What you have to do → Scan the material below and count each line with the string "graph". Reply with the count alone.
╭──
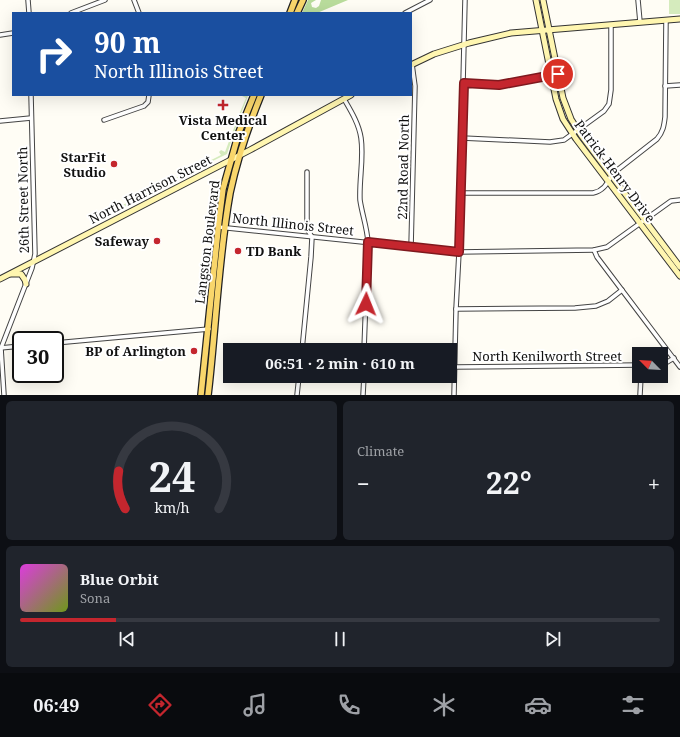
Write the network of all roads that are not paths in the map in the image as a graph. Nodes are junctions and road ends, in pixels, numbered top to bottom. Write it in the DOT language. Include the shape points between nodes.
graph roads {
  1 [pos="28,0"];
  2 [pos="106,0"];
  3 [pos="134,0"];
  4 [pos="295,0"];
  5 [pos="303,0"];
  6 [pos="430,0"];
  7 [pos="465,0"];
  8 [pos="536,0"];
  9 [pos="543,0"];
  10 [pos="638,0"];
  11 [pos="100,1"];
  12 [pos="29,12"];
  13 [pos="73,12"];
  14 [pos="139,12"];
  15 [pos="290,12"];
  16 [pos="297,12"];
  17 [pos="407,12"];
  18 [pos="680,19"];
  19 [pos="666,20"];
  20 [pos="640,22"];
  21 [pos="611,25"];
  22 [pos="549,29"];
  23 [pos="542,30"];
  24 [pos="12,33"];
  25 [pos="0,35"];
  26 [pos="464,45"];
  27 [pos="412,64"];
  28 [pos="558,74"];
  29 [pos="551,75"];
  30 [pos="464,83"];
  31 [pos="680,85"];
  32 [pos="665,86"];
  33 [pos="31,96"];
  34 [pos="149,96"];
  35 [pos="254,96"];
  36 [pos="261,96"];
  37 [pos="349,96"];
  38 [pos="344,99"];
  39 [pos="31,118"];
  40 [pos="104,120"];
  41 [pos="0,121"];
  42 [pos="578,130"];
  43 [pos="572,134"];
  44 [pos="462,138"];
  45 [pos="240,155"];
  46 [pos="230,160"];
  47 [pos="307,172"];
  48 [pos="611,175"];
  49 [pos="609,182"];
  50 [pos="461,193"];
  51 [pos="680,200"];
  52 [pos="642,222"];
  53 [pos="218,227"];
  54 [pos="225,228"];
  55 [pos="312,237"];
  56 [pos="368,242"];
  57 [pos="411,247"];
  58 [pos="594,250"];
  59 [pos="459,252"];
  60 [pos="34,261"];
  61 [pos="680,267"];
  62 [pos="8,274"];
  63 [pos="680,276"];
  64 [pos="0,279"];
  65 [pos="26,284"];
  66 [pos="622,290"];
  67 [pos="456,309"];
  68 [pos="207,329"];
  69 [pos="214,329"];
  70 [pos="64,342"];
  71 [pos="303,343"];
  72 [pos="364,343"];
  73 [pos="455,343"];
  74 [pos="12,347"];
  75 [pos="0,348"];
  76 [pos="674,358"];
  77 [pos="668,362"];
  78 [pos="632,365"];
  79 [pos="680,366"];
  80 [pos="457,367"];
  81 [pos="298,383"];
  82 [pos="364,383"];
  83 [pos="454,383"];
  84 [pos="640,383"];
  85 [pos="4,395"];
  86 [pos="201,395"];
  87 [pos="208,395"];
  88 [pos="297,395"];
  89 [pos="363,395"];
  90 [pos="454,395"];
  91 [pos="640,395"];
  1 -- 12 [label="street"];
  2 -- 11 [label="street"];
  3 -- 14 [label="street"];
  4 -- 15 [label="main road"];
  5 -- 16 [label="main road"];
  6 -- 17 [label="street"];
  7 -- 26 [label="street"];
  8 -- 23 [label="street, Patrick Henry Drive"];
  9 -- 22 [label="street, Patrick Henry Drive"];
  10 -- 20 [label="street"];
  11 -- 13 [label="street"];
  18 -- 19 [label="street"];
  19 -- 20 [label="street"];
  19 -- 32 [label="street"];
  20 -- 21 [label="street"];
  21 -- 22 [label="street"];
  21 -- 42 [label="street" via="609,104 604,111"];
  22 -- 23 [label="street"];
  22 -- 28 [label="street, Patrick Henry Drive"];
  23 -- 26 [label="street" via="511,33"];
  23 -- 29 [label="street, Patrick Henry Drive"];
  24 -- 25 [label="street"];
  26 -- 27 [label="street"];
  26 -- 30 [label="street"];
  27 -- 57 [label="street, 22nd Road North" via="414,86"];
  28 -- 29 [label="street"];
  28 -- 42 [label="street, Patrick Henry Drive" via="566,109"];
  29 -- 30 [label="street" via="499,85"];
  29 -- 43 [label="street, Patrick Henry Drive" via="560,111"];
  30 -- 44 [label="street"];
  31 -- 32 [label="street"];
  32 -- 48 [label="street" via="662,133"];
  33 -- 39 [label="street, 26th Street North"];
  34 -- 40 [label="street" via="144,106"];
  35 -- 46 [label="main road, Langston Boulevard"];
  36 -- 45 [label="main road, Langston Boulevard"];
  37 -- 38 [label="street, North Harrison Street"];
  38 -- 45 [label="street, North Harrison Street"];
  38 -- 56 [label="street" via="358,126 361,140 360,198"];
  39 -- 41 [label="street"];
  39 -- 60 [label="street, 26th Street North"];
  42 -- 43 [label="street"];
  42 -- 48 [label="street, Patrick Henry Drive"];
  43 -- 44 [label="street" via="564,140 550,142"];
  43 -- 49 [label="street, Patrick Henry Drive"];
  44 -- 50 [label="street"];
  45 -- 46 [label="street, North Harrison Street"];
  45 -- 54 [label="main road, Langston Boulevard" via="230,193"];
  46 -- 53 [label="main road, Langston Boulevard"];
  46 -- 60 [label="street, North Harrison Street"];
  47 -- 55 [label="street" via="307,229"];
  48 -- 49 [label="street"];
  48 -- 52 [label="street, Patrick Henry Drive"];
  49 -- 50 [label="street" via="599,192 594,193"];
  49 -- 52 [label="street, Patrick Henry Drive"];
  50 -- 59 [label="street"];
  51 -- 52 [label="street, North Illinois Street" via="671,201"];
  52 -- 58 [label="street, North Illinois Street" via="606,247"];
  52 -- 61 [label="street, Patrick Henry Drive"];
  52 -- 63 [label="street, Patrick Henry Drive"];
  53 -- 54 [label="street, North Illinois Street"];
  53 -- 68 [label="main road, Langston Boulevard"];
  54 -- 55 [label="street, North Illinois Street"];
  54 -- 69 [label="main road, Langston Boulevard"];
  55 -- 56 [label="street, North Illinois Street"];
  55 -- 71 [label="street"];
  56 -- 57 [label="street, North Illinois Street"];
  56 -- 72 [label="street"];
  57 -- 59 [label="street, North Illinois Street"];
  58 -- 59 [label="street, North Illinois Street"];
  58 -- 66 [label="street"];
  59 -- 67 [label="street"];
  60 -- 62 [label="street, North Harrison Street"];
  60 -- 65 [label="street, 26th Street North"];
  62 -- 64 [label="street, North Harrison Street"];
  62 -- 65 [label="street" via="21,274"];
  65 -- 75 [label="street, 26th Street North"];
  66 -- 67 [label="street" via="608,301 596,306"];
  66 -- 76 [label="street"];
  67 -- 73 [label="street"];
  68 -- 69 [label="street"];
  68 -- 70 [label="street"];
  68 -- 86 [label="main road, Langston Boulevard"];
  69 -- 87 [label="main road, Langston Boulevard"];
  74 -- 75 [label="street"];
  75 -- 85 [label="street, 26th Street North"];
  76 -- 77 [label="street"];
  76 -- 79 [label="street"];
  78 -- 80 [label="street, North Kenilworth Street"];
  81 -- 88 [label="street"];
  82 -- 89 [label="street"];
  83 -- 90 [label="street"];
  84 -- 91 [label="street"];
}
╰──
Task answer → 2